Now there is an easy way to build databases, especially if you care about preserving your ideals of data encapsulation. (See below!)
API
Fortunately, you probably wont need to use most of the API. It is exhibited below mainly to make it seem like this product has a difficult and steep learning curve. Skip to the next section.
Mostly, the API mirrors the C++ API. Refer to the ObjectStore documentation for exact symantics. If you need a function that isn't available in perl, send mail to the OS/Perl mailing list (see the README).
ObjStore
$name = ObjStore::release_name()
$major = ObjStore::release_major()
$minor = ObjStore::release_minor()
$maintenance = ObjStore::release_maintenance()
$yes = ObjStore::network_servers_available();
ObjStore::set_auto_open_mode(mode, fp, [sz]);
$num = ObjStore::return_all_pages();
$size = ObjStore::get_page_size();
@Servers = ObjStore::get_all_servers();
$in_abort = ObjStore::abort_in_progress();
$db = ObjStore::open($pathname, $read_only, $mode);
$num = ObjStore::get_n_databases();
::Server
$name = $s->get_host_name();
$is_broken = $s->connection_is_broken();
$s->disconnect();
$s->reconnect();
@Databases = $s->get_databases();
::Database
$db->close();
$db->destroy();
$db->get_default_segment_size();
$db->get_sector_size();
$db->size();
$db->size_in_sectors();
$ctime = $db->time_created();
$is_open = $db->is_open();
$db->open_mvcc();
$is_mvcc = $db->is_open_mvcc();
$read_only = $db->is_open_read_only();
$can_write = $db->is_writable();
$db->set_fetch_policy(policy[, blocksize]);
Policy can be one of
segment
,page
, orstream
.$db->set_lock_whole_segment(policy);
Policy can be one of
as_used
,read
, orwrite
.$db = ObjStore::Database::of($pvar);
$Seg = $db->create_segment();
$Seg = $db->get_segment($segment_number);
@Segments = $db->get_all_segments();
@Roots = $db->get_all_roots();
$root = $db->create_root($root_name);
$root = $db->find_root($root_name);
$value = $db->root($root_name[, $new_value]);
This is the recommended API for roots. If the given root is not found, creates a new one. Sets the root's value if $new_value is defined. Returns the root's current value.

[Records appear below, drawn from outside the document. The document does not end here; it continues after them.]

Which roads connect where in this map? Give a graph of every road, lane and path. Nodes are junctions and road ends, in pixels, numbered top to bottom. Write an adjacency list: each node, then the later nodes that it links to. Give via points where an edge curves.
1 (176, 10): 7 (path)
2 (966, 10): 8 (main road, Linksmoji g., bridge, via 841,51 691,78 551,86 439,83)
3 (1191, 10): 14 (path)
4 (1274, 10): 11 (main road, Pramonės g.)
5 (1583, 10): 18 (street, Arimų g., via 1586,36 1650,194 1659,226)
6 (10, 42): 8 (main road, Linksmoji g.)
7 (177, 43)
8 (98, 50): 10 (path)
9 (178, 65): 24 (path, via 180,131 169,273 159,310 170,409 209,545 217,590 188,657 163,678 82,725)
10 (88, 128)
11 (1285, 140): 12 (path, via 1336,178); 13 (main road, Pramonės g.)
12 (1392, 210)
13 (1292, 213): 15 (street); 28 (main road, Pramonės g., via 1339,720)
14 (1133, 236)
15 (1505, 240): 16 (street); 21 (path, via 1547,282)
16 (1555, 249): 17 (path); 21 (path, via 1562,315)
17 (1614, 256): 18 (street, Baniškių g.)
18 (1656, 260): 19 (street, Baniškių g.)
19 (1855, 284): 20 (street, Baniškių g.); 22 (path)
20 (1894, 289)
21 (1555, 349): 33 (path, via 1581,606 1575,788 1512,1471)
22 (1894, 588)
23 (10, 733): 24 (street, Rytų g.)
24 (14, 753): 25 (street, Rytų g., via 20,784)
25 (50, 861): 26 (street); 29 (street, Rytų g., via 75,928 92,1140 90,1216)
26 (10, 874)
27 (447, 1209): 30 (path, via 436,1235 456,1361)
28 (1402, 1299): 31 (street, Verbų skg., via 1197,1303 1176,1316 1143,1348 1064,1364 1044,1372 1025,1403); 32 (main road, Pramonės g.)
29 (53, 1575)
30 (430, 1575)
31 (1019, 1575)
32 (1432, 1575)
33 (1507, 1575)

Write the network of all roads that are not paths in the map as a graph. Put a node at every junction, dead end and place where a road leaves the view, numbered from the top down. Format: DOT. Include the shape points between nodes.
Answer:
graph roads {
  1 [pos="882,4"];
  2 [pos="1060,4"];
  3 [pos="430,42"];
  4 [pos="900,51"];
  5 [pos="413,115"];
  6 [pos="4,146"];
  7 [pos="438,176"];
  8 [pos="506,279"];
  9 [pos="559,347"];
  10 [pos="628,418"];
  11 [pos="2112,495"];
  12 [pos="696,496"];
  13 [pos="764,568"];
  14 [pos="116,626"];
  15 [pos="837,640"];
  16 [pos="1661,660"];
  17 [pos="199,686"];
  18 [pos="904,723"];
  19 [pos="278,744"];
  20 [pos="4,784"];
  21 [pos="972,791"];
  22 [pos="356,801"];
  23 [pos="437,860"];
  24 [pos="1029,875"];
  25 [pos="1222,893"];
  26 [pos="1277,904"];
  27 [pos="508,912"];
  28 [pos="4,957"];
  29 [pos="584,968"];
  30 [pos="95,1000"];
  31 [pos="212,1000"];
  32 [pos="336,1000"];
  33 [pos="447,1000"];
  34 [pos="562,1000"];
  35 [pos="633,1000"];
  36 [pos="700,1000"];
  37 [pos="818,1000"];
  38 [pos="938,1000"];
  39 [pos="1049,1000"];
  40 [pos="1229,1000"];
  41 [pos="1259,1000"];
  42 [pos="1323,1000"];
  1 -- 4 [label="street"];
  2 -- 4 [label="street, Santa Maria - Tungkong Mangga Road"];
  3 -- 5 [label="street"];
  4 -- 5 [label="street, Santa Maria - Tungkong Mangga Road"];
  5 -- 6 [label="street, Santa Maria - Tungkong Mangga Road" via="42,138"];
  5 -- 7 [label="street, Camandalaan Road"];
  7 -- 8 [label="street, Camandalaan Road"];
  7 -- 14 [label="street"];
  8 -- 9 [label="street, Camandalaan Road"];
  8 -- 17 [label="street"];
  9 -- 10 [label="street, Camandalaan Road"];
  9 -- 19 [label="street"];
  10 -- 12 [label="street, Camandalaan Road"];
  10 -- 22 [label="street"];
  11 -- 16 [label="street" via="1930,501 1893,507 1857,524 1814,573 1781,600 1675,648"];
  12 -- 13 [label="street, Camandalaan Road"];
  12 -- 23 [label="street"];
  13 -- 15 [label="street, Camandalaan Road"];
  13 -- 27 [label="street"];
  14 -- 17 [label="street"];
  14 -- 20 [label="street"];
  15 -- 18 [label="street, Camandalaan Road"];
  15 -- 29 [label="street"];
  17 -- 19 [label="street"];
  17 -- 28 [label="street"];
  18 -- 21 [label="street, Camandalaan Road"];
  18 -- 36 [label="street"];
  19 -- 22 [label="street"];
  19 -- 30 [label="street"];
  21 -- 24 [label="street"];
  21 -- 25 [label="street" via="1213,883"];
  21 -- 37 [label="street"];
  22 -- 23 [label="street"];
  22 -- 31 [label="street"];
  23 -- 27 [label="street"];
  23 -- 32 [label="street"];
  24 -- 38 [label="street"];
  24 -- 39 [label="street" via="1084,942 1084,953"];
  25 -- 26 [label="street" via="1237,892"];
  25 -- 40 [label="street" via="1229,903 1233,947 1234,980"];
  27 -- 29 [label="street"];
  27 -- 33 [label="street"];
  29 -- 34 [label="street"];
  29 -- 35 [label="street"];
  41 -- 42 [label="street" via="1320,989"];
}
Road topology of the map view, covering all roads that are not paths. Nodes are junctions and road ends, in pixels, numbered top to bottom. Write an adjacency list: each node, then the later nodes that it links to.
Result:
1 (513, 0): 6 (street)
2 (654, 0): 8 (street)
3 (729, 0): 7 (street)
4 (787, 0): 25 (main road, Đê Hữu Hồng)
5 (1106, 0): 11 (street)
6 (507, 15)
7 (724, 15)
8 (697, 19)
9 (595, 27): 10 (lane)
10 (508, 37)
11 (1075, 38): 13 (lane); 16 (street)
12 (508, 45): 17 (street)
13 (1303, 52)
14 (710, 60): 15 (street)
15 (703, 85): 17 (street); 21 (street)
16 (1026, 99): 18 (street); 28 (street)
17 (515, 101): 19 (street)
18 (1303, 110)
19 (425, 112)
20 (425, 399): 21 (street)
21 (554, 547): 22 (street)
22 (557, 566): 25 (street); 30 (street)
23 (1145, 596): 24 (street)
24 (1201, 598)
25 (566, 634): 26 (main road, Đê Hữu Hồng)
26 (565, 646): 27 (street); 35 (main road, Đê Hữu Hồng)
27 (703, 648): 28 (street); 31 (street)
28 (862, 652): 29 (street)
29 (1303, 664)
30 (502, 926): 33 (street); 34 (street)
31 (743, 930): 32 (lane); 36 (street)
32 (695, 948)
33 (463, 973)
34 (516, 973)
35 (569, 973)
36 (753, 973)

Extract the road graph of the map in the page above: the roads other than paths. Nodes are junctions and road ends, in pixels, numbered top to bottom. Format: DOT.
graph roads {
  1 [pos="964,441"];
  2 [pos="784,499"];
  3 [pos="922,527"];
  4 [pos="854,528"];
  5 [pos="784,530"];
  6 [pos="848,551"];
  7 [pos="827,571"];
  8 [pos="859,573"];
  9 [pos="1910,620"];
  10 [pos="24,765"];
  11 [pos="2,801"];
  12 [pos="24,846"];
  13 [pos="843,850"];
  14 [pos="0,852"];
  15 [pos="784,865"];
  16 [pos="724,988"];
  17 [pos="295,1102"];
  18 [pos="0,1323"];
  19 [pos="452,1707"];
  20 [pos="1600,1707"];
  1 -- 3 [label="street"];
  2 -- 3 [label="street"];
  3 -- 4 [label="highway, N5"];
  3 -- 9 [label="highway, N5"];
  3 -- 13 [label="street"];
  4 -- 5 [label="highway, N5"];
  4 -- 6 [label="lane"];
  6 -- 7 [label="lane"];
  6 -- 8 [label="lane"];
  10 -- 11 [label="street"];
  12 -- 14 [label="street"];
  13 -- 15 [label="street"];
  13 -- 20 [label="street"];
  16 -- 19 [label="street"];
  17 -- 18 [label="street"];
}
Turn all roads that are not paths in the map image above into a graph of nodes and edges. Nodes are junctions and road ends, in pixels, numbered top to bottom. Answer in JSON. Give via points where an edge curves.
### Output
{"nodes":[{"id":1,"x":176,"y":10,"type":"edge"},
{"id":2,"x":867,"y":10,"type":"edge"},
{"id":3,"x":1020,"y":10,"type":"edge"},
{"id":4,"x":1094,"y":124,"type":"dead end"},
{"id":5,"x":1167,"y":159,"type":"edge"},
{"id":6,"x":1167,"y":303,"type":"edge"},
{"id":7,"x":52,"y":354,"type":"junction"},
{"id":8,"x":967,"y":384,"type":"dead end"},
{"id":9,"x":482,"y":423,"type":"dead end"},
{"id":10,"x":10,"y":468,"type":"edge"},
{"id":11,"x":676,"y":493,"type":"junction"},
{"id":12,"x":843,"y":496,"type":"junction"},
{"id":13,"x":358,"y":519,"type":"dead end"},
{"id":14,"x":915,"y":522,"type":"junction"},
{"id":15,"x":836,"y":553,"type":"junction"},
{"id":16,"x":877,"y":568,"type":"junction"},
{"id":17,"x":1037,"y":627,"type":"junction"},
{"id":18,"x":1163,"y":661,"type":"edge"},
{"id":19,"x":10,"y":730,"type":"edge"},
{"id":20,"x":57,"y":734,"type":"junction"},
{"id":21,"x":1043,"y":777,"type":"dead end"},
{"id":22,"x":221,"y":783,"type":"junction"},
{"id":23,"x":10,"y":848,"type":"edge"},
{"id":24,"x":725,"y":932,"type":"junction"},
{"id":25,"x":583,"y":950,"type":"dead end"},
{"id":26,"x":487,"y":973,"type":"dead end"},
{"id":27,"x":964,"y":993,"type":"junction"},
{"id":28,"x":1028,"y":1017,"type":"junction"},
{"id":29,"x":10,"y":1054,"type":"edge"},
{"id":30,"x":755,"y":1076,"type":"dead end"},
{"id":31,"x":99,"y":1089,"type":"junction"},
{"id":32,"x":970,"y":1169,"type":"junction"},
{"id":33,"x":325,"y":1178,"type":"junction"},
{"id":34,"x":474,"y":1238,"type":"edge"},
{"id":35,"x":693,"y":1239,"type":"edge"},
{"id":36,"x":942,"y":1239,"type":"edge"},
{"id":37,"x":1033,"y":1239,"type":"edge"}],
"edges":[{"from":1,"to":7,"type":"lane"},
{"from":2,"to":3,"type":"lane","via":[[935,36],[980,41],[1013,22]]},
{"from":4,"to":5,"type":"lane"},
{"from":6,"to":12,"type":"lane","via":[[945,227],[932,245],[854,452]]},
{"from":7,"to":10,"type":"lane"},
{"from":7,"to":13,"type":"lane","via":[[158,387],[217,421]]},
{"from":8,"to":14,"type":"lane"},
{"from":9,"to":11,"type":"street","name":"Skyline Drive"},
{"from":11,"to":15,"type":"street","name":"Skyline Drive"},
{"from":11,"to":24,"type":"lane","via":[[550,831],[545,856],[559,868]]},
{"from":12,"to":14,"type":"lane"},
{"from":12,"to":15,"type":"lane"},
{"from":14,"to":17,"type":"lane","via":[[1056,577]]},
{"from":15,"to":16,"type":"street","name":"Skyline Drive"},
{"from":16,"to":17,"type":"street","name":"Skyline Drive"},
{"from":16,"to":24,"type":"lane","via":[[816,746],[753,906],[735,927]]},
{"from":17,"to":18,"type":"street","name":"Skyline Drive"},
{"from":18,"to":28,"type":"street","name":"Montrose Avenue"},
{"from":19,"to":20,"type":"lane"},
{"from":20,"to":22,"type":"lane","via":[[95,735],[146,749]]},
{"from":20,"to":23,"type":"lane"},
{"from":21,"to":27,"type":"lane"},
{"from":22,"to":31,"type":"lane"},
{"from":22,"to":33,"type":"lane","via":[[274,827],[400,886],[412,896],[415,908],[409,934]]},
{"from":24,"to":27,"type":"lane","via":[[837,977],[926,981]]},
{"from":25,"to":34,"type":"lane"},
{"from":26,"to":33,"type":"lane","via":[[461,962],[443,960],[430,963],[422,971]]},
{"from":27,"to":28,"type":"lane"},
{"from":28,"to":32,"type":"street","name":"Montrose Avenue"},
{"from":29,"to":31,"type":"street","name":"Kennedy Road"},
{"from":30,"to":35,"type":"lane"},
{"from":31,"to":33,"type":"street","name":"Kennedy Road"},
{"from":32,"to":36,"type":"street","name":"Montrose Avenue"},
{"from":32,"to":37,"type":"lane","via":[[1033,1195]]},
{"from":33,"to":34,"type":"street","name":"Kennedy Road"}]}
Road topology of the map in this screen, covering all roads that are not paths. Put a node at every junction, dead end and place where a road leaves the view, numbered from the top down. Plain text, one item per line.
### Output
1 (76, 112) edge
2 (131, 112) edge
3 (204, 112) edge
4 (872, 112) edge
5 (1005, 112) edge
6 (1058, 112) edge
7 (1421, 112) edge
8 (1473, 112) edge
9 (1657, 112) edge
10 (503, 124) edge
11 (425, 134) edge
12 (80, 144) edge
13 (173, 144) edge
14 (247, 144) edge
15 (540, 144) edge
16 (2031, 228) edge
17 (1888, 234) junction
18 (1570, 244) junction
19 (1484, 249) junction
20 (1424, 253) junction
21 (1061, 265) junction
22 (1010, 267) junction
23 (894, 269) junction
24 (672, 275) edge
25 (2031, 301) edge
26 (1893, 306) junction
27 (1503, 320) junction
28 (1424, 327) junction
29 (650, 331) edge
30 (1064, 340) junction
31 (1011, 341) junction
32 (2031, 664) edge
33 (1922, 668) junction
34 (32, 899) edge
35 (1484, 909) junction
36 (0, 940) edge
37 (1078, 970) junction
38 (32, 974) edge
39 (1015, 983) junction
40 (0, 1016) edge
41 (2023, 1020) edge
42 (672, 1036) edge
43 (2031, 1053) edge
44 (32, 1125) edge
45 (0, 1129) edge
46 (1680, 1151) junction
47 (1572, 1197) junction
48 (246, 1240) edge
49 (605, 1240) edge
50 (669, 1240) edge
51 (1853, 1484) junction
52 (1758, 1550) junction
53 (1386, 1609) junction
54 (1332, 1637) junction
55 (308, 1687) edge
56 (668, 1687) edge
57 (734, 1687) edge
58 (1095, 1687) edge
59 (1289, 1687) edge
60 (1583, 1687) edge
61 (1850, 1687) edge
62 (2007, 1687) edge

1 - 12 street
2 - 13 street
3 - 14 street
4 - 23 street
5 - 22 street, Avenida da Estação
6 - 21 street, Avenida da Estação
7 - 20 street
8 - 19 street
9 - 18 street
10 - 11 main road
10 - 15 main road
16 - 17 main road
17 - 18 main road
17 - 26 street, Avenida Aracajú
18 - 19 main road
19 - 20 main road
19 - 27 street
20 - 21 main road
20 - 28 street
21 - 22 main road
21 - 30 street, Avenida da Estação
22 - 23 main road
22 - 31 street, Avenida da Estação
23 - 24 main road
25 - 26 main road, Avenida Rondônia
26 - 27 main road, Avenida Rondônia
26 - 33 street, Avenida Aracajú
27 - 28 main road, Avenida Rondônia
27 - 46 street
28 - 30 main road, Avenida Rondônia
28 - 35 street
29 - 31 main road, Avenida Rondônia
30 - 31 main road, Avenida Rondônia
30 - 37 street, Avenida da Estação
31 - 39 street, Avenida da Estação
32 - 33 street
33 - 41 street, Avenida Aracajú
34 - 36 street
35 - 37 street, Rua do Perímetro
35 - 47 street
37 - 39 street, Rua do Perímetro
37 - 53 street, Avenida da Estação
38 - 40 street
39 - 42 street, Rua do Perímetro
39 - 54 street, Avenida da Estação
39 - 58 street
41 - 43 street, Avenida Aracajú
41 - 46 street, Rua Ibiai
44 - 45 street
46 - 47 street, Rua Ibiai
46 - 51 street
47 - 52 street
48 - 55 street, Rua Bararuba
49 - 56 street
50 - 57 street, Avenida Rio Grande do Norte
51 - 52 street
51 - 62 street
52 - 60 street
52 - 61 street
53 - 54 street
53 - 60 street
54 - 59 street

$db->destroy_root($root_name);
Destroys the root with the given name if it exists.
::Root
$root->get_name();
$root->get_value();
$root->set_value($new_value);
$root->destroy();
::Transaction
ObjectStore transactions and exceptions are seemlessly integrated into perl. ObjectStore exceptions cause a die
in perl just as perl exceptions cause a transaction abort.
try_update {
$top = $db->root('top');
$top->{abc} = 3;
die "Oops! abc should not change!"; # aborts the transaction
};
There are three types of transactions: try_read
, try_update
, and try_abort_only
. In a read transaction, you are not allowed to modify persistent data.
try_read {
my $var = $db->root('top');
$var->{abc} = 7; # write to $var triggers die(...)
};
$T = ObjStore::Transaction::get_current();
$type = $T->get_type();
$pop = $T->get_parent();
$T->prepare_to_commit();
$yes = $T->is_prepare_to_commit_invoked();
$yes = $T->is_prepare_to_commit_completed();
ObjStore::set_transaction_priority($very_low);
ObjStore::set_max_retries($oops);
ObjStore::rethrow_exceptions
my $oops = ObjStore::get_max_retries();
my $yes = ObjStore::is_lock_contention();
my $type = ObjStore::get_lock_status($ref);
my $tm = ObjStore::get_readlock_timeout();
my $tm = ObjStore::get_writelock_timeout();
ObjStore::set_readlock_timeout($tm);
ObjStore::set_writelock_timeout($tm);
::Segment
$Seg->destroy();
$size = $Seg->size();
$yes = $Seg->is_empty();
$yes = $Seg->is_deleted();
$num = $Seg->get_number();
$comment = $Seg->get_comment();
$Seg->set_comment($comment);
$Seg->lock_into_cache();
$Seg->unlock_from_cache();
$Seg->set_fetch_policy($policy[, $size]);
Policy can be one of
segment
,page
, orstream
.$Seg->set_lock_whole_segment($policy);
Policy can be one of
as_used
,read
, orwrite
.$Seg = ObjStore::Segment::of($pvar);
CONTAINERS
Databases are comprised of segments. Segments dynamically resize from very small to very big. You should split your data into lots segments when it makes sense. Segment improve locality of reference and can be a unit of locking or caching.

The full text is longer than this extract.